In early modern Germany, religious conversion was a profoundly social and
political phenomenon rather than purely an act of private conscience. Because social norms and legal
requirements demanded that every subject declare membership in one of the state-sanctioned
Christian churches, the act of religious conversion regularly tested the geographical and political
boundaries separating Catholics and Protestants. In a period when church and state cooperated to
impose religious conformity, regulate confessional difference, and promote moral and social order,
the choice to convert was seen as a disruptive act of disobedience.

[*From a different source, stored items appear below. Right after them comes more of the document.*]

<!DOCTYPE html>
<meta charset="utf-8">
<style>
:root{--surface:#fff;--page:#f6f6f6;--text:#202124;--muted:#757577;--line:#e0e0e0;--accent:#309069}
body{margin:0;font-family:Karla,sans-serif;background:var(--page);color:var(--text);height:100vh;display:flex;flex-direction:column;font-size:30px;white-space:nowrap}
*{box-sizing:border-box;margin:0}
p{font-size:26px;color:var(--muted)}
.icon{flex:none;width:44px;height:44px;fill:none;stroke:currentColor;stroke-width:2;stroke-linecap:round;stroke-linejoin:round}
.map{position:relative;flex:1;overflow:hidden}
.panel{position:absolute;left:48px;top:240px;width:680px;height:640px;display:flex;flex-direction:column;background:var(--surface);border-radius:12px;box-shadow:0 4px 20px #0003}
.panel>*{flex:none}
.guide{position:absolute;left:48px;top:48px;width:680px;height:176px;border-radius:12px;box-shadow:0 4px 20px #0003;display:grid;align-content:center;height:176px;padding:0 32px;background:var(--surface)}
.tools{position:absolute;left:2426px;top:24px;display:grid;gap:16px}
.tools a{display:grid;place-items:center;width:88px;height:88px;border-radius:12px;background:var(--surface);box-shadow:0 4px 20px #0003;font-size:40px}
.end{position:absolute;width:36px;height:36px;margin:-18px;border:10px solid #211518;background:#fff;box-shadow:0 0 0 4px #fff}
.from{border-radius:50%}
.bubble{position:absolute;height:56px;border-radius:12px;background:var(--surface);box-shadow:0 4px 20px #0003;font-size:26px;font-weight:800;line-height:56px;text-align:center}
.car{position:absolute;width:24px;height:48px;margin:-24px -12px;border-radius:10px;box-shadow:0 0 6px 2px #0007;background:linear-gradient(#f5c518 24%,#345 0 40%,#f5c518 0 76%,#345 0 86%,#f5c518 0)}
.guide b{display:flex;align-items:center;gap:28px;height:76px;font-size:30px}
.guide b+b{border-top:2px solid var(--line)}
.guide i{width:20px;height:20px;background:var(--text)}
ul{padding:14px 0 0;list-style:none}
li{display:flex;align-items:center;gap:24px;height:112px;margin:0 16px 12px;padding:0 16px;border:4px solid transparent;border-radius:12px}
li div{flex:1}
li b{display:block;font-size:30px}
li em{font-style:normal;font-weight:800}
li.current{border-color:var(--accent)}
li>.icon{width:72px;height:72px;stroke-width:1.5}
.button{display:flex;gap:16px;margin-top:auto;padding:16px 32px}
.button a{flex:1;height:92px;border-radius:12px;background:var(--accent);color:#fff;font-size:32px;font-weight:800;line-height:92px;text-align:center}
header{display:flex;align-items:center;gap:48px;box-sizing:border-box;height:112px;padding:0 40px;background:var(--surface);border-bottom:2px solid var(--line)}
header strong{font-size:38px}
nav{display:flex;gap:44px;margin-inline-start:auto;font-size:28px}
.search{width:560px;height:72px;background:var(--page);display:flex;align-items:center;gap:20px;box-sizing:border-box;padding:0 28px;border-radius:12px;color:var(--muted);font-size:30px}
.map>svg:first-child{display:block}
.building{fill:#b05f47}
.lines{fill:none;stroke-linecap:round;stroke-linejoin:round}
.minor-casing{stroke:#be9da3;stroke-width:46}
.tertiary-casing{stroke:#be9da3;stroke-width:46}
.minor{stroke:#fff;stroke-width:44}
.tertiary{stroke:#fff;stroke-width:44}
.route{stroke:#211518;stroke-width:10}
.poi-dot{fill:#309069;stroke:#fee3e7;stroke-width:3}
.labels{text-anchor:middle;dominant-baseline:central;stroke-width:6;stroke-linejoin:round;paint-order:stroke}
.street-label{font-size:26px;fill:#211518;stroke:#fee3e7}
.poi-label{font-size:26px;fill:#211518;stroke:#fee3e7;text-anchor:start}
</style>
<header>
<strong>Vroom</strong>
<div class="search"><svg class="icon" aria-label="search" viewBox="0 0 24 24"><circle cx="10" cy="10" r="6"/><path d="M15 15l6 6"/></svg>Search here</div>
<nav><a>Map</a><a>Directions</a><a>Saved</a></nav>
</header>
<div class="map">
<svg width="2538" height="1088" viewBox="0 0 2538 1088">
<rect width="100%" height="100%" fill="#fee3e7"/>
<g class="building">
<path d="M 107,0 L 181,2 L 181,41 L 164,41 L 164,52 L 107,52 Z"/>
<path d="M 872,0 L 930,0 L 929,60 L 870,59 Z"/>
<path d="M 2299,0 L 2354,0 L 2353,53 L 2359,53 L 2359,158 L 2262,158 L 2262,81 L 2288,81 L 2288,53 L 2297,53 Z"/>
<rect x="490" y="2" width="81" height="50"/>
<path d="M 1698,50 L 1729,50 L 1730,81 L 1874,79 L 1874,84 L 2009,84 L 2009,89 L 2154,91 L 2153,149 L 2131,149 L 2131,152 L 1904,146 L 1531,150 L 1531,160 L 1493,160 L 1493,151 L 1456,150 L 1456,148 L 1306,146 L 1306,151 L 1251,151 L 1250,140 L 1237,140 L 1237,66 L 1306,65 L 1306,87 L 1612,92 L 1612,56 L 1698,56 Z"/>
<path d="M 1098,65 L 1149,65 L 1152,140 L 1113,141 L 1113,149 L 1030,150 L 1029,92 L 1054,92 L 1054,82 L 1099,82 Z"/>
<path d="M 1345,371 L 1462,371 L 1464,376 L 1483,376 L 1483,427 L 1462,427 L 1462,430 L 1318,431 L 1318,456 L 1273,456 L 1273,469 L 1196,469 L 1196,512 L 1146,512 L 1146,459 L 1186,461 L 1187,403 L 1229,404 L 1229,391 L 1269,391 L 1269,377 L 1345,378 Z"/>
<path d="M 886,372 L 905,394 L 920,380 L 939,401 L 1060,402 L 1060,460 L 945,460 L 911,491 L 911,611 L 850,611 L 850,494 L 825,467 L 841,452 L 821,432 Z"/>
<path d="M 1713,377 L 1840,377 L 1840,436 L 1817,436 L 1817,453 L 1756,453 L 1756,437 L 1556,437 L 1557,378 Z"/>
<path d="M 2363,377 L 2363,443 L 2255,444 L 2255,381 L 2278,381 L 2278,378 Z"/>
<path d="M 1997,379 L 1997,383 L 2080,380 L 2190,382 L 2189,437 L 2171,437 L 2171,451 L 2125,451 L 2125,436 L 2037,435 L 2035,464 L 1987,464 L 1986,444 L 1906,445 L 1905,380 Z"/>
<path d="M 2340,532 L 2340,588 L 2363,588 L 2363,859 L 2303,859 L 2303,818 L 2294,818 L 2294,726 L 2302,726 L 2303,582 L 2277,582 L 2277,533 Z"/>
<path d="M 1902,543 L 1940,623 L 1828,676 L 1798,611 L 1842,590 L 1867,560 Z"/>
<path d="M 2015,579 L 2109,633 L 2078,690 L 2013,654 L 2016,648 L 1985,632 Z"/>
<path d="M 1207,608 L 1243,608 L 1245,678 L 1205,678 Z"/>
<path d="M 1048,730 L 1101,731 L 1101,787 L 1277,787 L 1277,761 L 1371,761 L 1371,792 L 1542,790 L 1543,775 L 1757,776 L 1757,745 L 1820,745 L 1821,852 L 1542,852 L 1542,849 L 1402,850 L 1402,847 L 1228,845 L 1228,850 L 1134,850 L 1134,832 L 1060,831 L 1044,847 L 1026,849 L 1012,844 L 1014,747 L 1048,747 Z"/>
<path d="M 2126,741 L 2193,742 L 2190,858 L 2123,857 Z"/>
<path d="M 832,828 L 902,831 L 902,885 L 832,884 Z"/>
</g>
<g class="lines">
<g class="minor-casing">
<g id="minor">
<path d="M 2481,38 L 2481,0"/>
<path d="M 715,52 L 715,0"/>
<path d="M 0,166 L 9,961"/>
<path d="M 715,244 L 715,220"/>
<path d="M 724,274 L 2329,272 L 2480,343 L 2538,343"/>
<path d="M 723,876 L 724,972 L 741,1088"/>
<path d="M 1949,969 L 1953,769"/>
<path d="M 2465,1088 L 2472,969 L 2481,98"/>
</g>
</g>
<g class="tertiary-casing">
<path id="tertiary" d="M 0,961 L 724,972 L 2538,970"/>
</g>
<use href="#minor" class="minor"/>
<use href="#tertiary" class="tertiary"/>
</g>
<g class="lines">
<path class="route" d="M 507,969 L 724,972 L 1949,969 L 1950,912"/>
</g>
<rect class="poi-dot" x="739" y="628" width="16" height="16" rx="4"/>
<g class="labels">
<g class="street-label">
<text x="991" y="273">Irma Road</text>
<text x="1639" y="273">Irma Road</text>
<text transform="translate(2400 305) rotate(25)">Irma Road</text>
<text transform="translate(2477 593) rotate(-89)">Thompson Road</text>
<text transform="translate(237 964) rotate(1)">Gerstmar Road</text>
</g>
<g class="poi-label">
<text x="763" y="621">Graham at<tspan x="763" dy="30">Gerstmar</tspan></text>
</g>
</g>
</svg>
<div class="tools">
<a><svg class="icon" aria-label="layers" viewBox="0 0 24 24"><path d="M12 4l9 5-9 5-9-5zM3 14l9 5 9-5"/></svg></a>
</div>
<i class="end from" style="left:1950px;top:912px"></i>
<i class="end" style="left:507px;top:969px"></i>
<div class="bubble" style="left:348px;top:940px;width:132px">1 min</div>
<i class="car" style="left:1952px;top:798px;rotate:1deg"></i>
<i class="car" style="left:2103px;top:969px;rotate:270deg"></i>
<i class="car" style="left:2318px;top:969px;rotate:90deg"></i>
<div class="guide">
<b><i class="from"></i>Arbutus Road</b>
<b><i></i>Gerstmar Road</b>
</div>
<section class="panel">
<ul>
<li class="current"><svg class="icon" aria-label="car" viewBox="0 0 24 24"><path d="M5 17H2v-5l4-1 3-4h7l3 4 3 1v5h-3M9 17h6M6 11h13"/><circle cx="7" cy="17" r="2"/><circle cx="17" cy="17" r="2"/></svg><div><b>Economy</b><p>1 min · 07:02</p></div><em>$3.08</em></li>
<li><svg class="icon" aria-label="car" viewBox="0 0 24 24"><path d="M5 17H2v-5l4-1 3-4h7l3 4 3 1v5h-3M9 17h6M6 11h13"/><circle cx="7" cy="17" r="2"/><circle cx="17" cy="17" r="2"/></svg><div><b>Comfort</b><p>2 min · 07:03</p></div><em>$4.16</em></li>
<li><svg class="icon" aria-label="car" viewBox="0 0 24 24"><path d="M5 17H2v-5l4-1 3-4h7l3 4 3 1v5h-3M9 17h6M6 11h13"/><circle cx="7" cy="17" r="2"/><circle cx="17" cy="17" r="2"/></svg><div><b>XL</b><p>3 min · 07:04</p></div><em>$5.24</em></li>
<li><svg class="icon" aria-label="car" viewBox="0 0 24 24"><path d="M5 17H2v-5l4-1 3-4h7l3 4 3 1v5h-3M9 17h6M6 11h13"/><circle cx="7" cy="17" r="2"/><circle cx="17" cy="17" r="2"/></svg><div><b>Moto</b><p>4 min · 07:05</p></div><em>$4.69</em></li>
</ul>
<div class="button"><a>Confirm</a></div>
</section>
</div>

Investigating the tensions
inherent in the creation of religious communities and the fashioning of religious identities in
Germany after the Thirty Years' War, Duane Corpis examines the complex social interactions,
political implications, and cultural meanings of conversion in this moment of German
history.In Crossing the Boundaries of Belief, Corpis assesses
how conversion destabilized the rigid political, social, and cultural boundaries that separated one
Christian faith from another and that normally tied individuals to their local communities of
belief. Those who changed their faiths directly challenged the efforts of ecclesiastical and secular
authorities to use religious orthodoxy as a tool of social discipline and control. In its
examination of religious conversion, this study thus offers a unique opportunity to explore how
women and men questioned and redefined their relationships to local institutions of power and
authority, including the parish clergy, the city government, and the family.